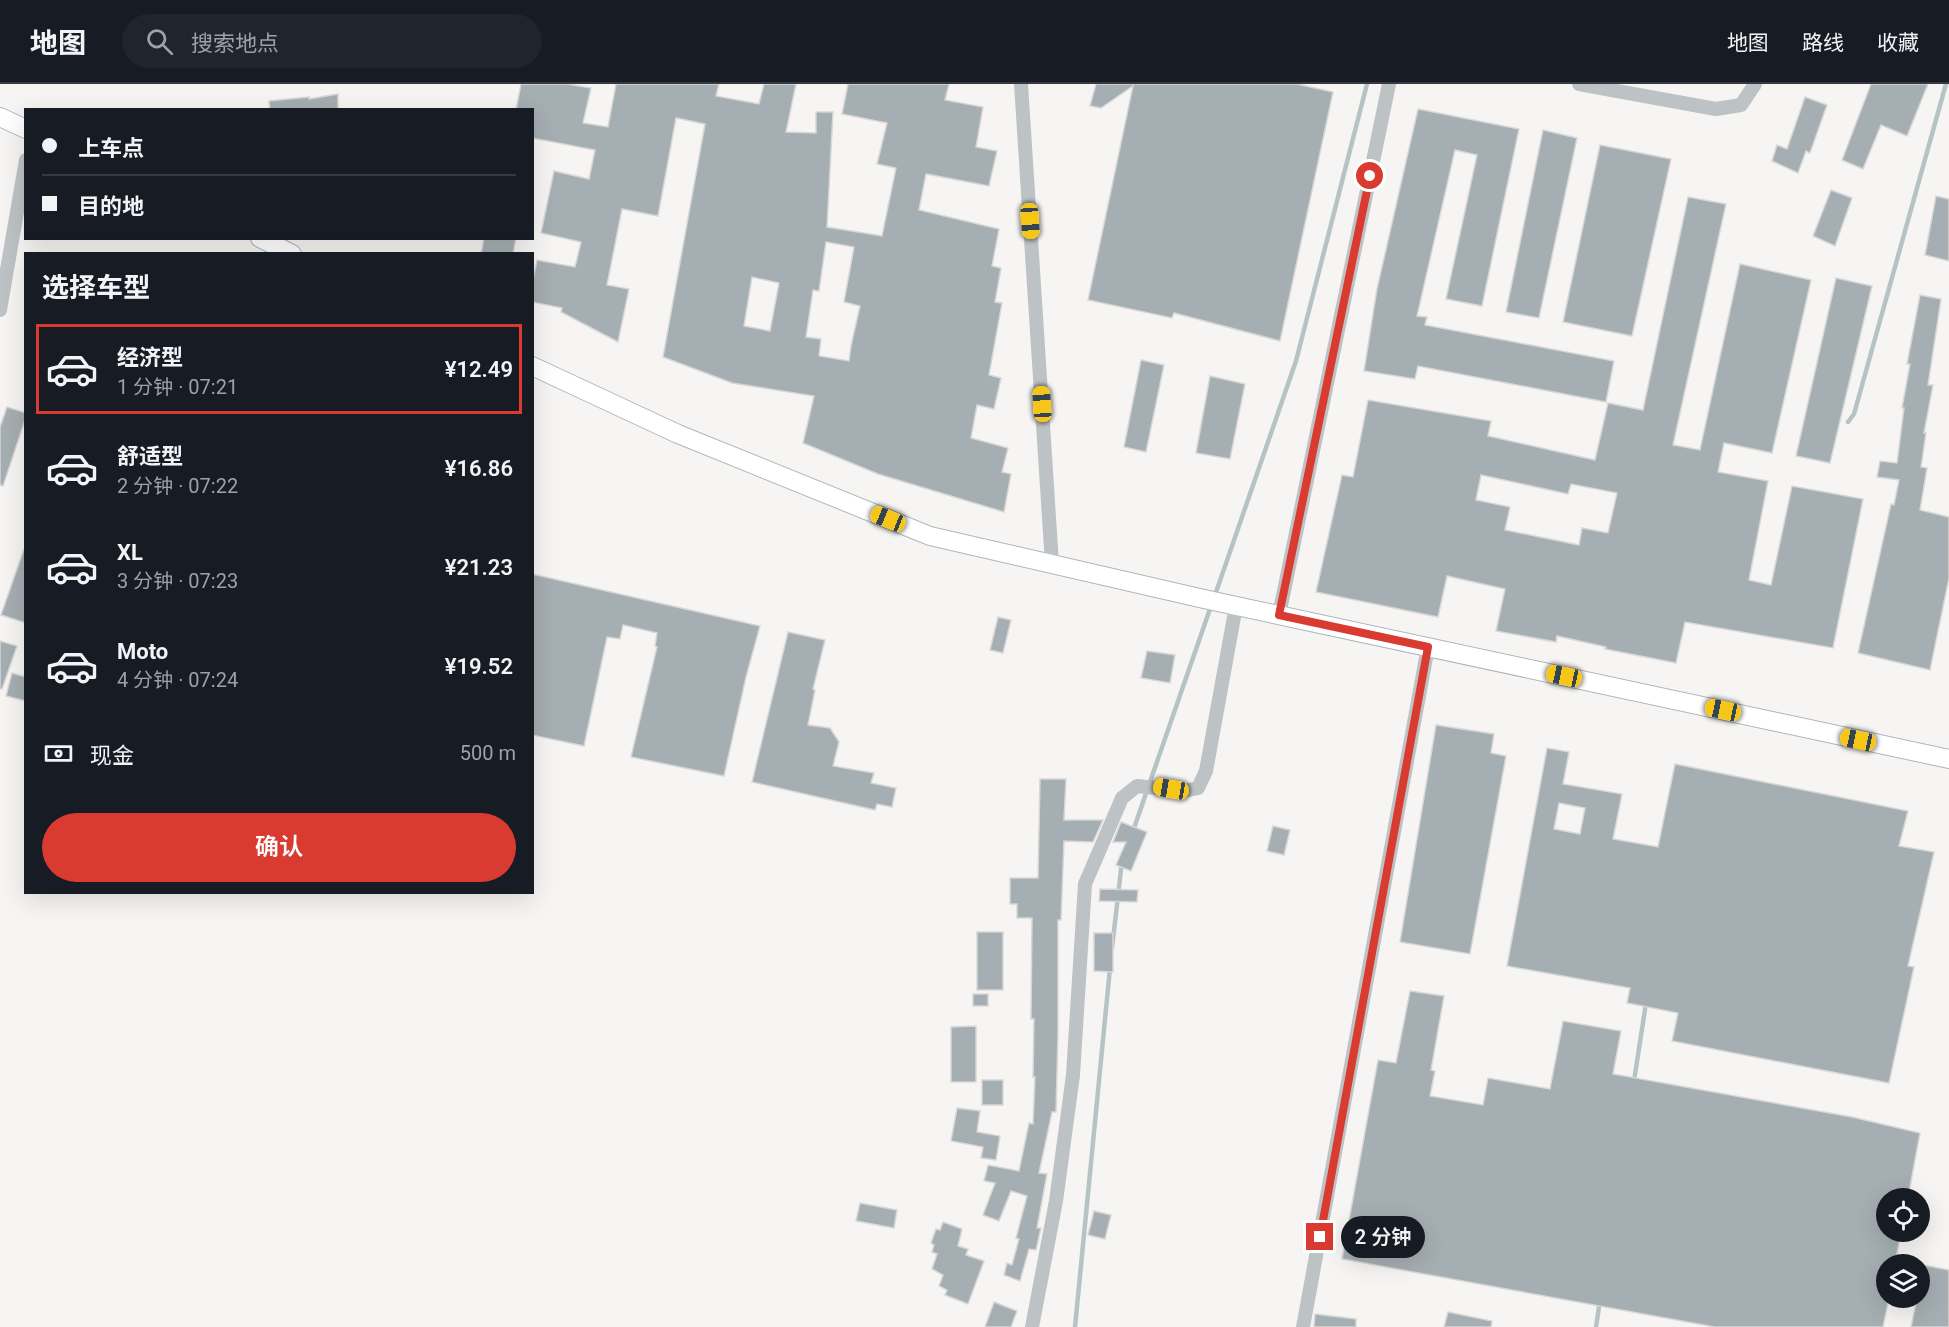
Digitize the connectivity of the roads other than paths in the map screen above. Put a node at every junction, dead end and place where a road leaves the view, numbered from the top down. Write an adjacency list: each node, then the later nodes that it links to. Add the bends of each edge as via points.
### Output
1 (1021, 84): 12 (street)
2 (1389, 84): 14 (street)
3 (1579, 84): 4 (street, via 1716,109 1741,105)
4 (1755, 84)
5 (0, 117): 6 (street)
6 (24, 128)
7 (24, 172): 10 (street)
8 (264, 240): 9 (street)
9 (288, 252)
10 (0, 310)
11 (534, 367): 12 (street, via 678,434 930,536)
12 (1052, 564): 13 (street)
13 (1230, 604): 14 (street); 17 (street, via 1206,771 1198,788 1184,791 1137,786 1122,798 1085,884 1073,1075 1056,1201)
14 (1279, 615): 15 (street)
15 (1428, 647): 16 (street); 18 (street)
16 (1949, 759)
17 (1032, 1327)
18 (1303, 1327)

■ What you will do:
Nothing but an exact repeat of the records, pictures excluded, belongs in the answer.

■ Output for this exercise:
Digitize the connectivity of the roads other than paths in the map screen above. Put a node at every junction, dead end and place where a road leaves the view, numbered from the top down. Write an adjacency list: each node, then the later nodes that it links to. Add the bends of each edge as via points.
### Output
1 (1021, 84): 12 (street)
2 (1389, 84): 14 (street)
3 (1579, 84): 4 (street, via 1716,109 1741,105)
4 (1755, 84)
5 (0, 117): 6 (street)
6 (24, 128)
7 (24, 172): 10 (street)
8 (264, 240): 9 (street)
9 (288, 252)
10 (0, 310)
11 (534, 367): 12 (street, via 678,434 930,536)
12 (1052, 564): 13 (street)
13 (1230, 604): 14 (street); 17 (street, via 1206,771 1198,788 1184,791 1137,786 1122,798 1085,884 1073,1075 1056,1201)
14 (1279, 615): 15 (street)
15 (1428, 647): 16 (street); 18 (street)
16 (1949, 759)
17 (1032, 1327)
18 (1303, 1327)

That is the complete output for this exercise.